A rubber was manufactured in the same composition and method as in Example 1, except that 5 phr of nano calcium carbonate surface-treated with fimaric acid, which is a kind of resin acid, was used.

<Example 4>

A rubber was manufactured in the same composition and method as in Example 1, except that 10 phr of nano calcium carbonate surface-treated with fimaric acid, a kind of resin acid, was used.

Comparative Example

Except that the nano calcium carbonate is not used, the rubber was prepared in the same composition and method as in Example 1.

Table 1. Composition Components of Examples and Comparative Examples

Item Comparative example Example 1 Example 2 Example 3 Example 4 E-SBR 100 100 100 100 100 Carbon black 70 70 70 70 70 Process oil 15 15 15 15 15 Stearic acid 2 2 2 2 2 Antioxidant (RD) 4 4 4 4 4 Zincification 3 3 3 3 3 Wax 2 2 2 2 2 Nano Calcium Carbonate - 5 * 10 * 5 ** 10 ** Vulcanizing agent 2.1 2.1 2.1 2.1 2.1 Vulcanization accelerator (CZ) 2.0 2.0 2.0 2.0 2.0

* Nano calcium carbonate surface treated with fatty acids

** Nano calcium carbonate surface treated with resin acid

<Test Example>

ASTM-related properties such as Mooney viscosity, scorch time, 300% modulus, tensile strength, elongation rate, hardness, DIN wear, PICO wear, tanδ (70 ° C.) It was measured by and the results are shown in Table 2 below.

Table 2. Properties of Rubber Samples of Examples and Comparative Examples

Item Comparative example Example 1 Example 2 Example 3 Example 4 Mooney viscosity (125 ℃) 76 83 87 84 86 Scorch time (minutes) 35.8 42.6 45.5 41.8 44.2 300% modulus (kg / cm ² ) 138 140 145 142 146 Tensile Strength (kg / cm ² ) 266 271 275 272 274 Elongation (%) 517 560 571 557 591 Shore A 71 72 73 73 74 DIN wear (g) 0.11 0.09 0.05 0.07 0.04 PICO wear (mg) 16 7 3 6 3 tanδ (70 ° C) * 0.153 0.144 0.135 0.143 0.133

* Measured using the Rheovibron test (Rheovibron test) is a value that can predict the rolling resistance characteristics of the tire performance, the lower the value is excellent.

As a result of the test example of Table 2, the rubber composition consisting of nano calcium carbonate treated with a fatty acid or resin acid on the surface thereof as a filler is used in a rubber made of a conventional rubber composition without using calcium carbonate. It can be seen that the wear resistance and rotational resistance characteristics are improved while maintaining the physical properties of the equivalent level or more.
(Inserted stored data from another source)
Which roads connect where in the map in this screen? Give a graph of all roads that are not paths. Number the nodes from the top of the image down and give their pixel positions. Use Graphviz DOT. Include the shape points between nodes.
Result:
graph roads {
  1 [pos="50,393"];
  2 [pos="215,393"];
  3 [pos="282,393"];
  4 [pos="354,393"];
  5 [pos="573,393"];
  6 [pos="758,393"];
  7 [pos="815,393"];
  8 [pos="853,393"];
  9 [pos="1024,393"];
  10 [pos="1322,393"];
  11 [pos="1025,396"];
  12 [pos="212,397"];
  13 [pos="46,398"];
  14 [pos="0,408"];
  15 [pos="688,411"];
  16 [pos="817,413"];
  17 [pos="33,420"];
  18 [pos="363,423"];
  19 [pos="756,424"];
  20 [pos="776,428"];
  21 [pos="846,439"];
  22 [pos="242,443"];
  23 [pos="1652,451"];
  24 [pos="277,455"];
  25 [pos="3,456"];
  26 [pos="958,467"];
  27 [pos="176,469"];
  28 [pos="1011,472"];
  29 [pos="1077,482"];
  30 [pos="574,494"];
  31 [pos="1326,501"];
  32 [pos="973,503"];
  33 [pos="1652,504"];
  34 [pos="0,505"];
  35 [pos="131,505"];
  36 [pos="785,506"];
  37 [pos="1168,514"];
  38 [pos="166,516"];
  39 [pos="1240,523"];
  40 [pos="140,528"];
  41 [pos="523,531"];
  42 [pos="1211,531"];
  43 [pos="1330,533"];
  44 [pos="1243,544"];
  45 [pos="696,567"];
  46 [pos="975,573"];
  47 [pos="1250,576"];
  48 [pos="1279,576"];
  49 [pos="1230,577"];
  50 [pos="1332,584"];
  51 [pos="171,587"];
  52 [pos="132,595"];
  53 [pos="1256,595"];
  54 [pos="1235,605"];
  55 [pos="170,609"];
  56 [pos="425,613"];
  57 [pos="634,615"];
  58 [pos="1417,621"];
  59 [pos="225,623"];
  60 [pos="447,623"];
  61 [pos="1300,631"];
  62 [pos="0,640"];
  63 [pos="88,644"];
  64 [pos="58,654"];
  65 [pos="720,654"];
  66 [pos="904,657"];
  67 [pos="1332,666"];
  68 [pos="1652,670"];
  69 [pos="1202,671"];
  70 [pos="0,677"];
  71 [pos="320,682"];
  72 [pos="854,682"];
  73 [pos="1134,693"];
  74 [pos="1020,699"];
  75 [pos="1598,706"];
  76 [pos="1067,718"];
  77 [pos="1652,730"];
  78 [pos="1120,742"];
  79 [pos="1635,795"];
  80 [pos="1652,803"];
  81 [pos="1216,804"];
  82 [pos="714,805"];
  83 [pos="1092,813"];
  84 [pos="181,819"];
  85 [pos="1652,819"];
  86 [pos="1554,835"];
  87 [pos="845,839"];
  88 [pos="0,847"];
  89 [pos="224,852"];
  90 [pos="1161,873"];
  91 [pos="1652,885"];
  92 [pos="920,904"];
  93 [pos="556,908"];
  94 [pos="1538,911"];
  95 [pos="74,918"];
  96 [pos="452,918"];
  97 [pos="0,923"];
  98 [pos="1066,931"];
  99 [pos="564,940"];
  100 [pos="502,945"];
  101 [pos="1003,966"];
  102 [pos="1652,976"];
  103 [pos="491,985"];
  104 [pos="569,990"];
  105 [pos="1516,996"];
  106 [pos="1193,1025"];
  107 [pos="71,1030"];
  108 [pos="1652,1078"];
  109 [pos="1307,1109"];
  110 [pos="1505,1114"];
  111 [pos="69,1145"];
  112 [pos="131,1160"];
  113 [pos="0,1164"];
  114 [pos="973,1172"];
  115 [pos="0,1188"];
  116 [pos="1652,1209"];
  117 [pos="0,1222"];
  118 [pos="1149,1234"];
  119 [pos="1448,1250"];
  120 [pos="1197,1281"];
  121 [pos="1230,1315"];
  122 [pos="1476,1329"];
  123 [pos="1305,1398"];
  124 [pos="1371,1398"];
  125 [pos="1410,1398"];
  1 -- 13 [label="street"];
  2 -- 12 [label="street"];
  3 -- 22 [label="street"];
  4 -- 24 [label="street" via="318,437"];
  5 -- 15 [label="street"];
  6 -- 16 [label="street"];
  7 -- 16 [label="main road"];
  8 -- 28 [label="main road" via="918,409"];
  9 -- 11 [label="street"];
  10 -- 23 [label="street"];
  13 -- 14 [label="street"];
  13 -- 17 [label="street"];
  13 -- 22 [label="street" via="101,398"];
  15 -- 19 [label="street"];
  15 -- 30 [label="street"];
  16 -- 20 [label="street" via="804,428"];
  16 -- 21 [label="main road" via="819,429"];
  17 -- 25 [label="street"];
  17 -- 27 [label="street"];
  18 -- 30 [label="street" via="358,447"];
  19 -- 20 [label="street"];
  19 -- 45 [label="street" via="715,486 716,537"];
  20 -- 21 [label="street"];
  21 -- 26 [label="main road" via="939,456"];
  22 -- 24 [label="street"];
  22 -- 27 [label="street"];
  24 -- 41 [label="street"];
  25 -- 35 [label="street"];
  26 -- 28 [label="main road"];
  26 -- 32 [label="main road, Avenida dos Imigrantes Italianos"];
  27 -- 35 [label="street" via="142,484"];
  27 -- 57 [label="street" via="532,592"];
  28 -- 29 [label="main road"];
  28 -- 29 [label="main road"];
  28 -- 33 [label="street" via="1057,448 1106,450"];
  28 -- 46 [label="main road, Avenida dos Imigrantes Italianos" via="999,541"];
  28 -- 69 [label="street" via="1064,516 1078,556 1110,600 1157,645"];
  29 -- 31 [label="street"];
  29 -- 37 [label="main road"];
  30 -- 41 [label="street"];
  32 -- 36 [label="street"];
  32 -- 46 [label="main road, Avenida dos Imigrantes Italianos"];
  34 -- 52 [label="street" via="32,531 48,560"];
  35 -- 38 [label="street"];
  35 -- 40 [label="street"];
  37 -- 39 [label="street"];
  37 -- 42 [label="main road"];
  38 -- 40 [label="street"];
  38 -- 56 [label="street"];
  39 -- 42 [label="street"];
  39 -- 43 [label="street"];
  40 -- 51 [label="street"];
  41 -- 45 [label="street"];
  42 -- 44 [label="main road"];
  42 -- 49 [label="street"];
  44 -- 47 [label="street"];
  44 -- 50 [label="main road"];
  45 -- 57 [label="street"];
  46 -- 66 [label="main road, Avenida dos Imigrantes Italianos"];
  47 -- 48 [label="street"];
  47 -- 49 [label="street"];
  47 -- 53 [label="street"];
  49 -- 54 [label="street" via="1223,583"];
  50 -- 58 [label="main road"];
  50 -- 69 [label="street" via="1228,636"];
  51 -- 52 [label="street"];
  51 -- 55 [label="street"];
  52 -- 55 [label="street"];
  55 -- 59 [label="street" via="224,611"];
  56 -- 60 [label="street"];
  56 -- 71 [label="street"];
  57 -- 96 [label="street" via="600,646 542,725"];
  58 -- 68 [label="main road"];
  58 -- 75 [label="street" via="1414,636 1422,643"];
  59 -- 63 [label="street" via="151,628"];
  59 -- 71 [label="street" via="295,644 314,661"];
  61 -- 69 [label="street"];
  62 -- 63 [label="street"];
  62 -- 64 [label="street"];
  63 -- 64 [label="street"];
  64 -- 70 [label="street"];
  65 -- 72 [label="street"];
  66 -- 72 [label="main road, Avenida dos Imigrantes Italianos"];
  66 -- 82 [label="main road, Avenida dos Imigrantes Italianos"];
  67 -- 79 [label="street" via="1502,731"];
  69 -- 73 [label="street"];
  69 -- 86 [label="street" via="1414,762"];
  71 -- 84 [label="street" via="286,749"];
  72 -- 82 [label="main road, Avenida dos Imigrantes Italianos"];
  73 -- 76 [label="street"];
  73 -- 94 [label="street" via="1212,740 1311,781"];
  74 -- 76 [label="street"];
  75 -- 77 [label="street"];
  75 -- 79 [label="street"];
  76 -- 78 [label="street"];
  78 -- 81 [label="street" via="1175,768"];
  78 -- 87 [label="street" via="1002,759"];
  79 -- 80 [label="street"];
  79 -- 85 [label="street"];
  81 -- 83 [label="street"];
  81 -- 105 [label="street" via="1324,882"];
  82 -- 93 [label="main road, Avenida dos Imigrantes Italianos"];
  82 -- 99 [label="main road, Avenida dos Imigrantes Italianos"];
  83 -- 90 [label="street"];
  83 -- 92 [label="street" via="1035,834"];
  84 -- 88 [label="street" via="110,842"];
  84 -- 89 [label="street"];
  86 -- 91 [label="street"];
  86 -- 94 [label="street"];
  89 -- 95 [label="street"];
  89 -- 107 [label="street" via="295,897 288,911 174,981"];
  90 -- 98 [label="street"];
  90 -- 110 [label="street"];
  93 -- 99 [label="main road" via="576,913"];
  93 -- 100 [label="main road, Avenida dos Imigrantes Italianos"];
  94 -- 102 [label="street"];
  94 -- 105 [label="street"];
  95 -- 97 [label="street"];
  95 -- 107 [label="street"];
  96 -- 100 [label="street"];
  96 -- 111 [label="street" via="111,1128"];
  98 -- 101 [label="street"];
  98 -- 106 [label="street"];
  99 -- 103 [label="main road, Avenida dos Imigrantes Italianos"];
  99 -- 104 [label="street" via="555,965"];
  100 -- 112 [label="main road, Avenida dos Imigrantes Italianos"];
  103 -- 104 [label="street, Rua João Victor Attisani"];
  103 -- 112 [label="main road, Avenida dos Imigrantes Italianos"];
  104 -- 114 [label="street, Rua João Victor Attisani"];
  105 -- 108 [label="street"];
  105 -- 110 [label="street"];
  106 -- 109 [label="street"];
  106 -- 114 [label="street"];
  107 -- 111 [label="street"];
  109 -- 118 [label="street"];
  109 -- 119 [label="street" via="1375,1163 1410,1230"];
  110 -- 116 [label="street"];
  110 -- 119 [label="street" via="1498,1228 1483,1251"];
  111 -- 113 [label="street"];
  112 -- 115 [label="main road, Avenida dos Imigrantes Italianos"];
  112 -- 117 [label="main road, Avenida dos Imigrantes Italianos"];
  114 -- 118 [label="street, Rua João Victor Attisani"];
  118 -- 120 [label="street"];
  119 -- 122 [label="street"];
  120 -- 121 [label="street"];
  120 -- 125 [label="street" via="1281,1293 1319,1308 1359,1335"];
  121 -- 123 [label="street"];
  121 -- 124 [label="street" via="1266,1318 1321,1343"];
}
As described above, although described with reference to a preferred embodiment of the present invention, those skilled in the art will be variously modified and modified within the scope of the present invention without departing from the spirit and scope of the present invention described in the claims below. It will be appreciated that it can be changed.

Claims (3)

In the tire tread rubber composition, A tire tread rubber composition, wherein the surface is treated with fatty acid or resin acid with respect to 100 phr of raw rubber, and 1 to 20 phr of nano calcium carbonate having an average particle diameter of 1 to 30 nm. The tire tread rubber composition according to claim 1, wherein the calcium carbonate has a specific surface area of 10 to 100 m ² / g. A tire comprising a rubber comprising the rubber composition of claim 1.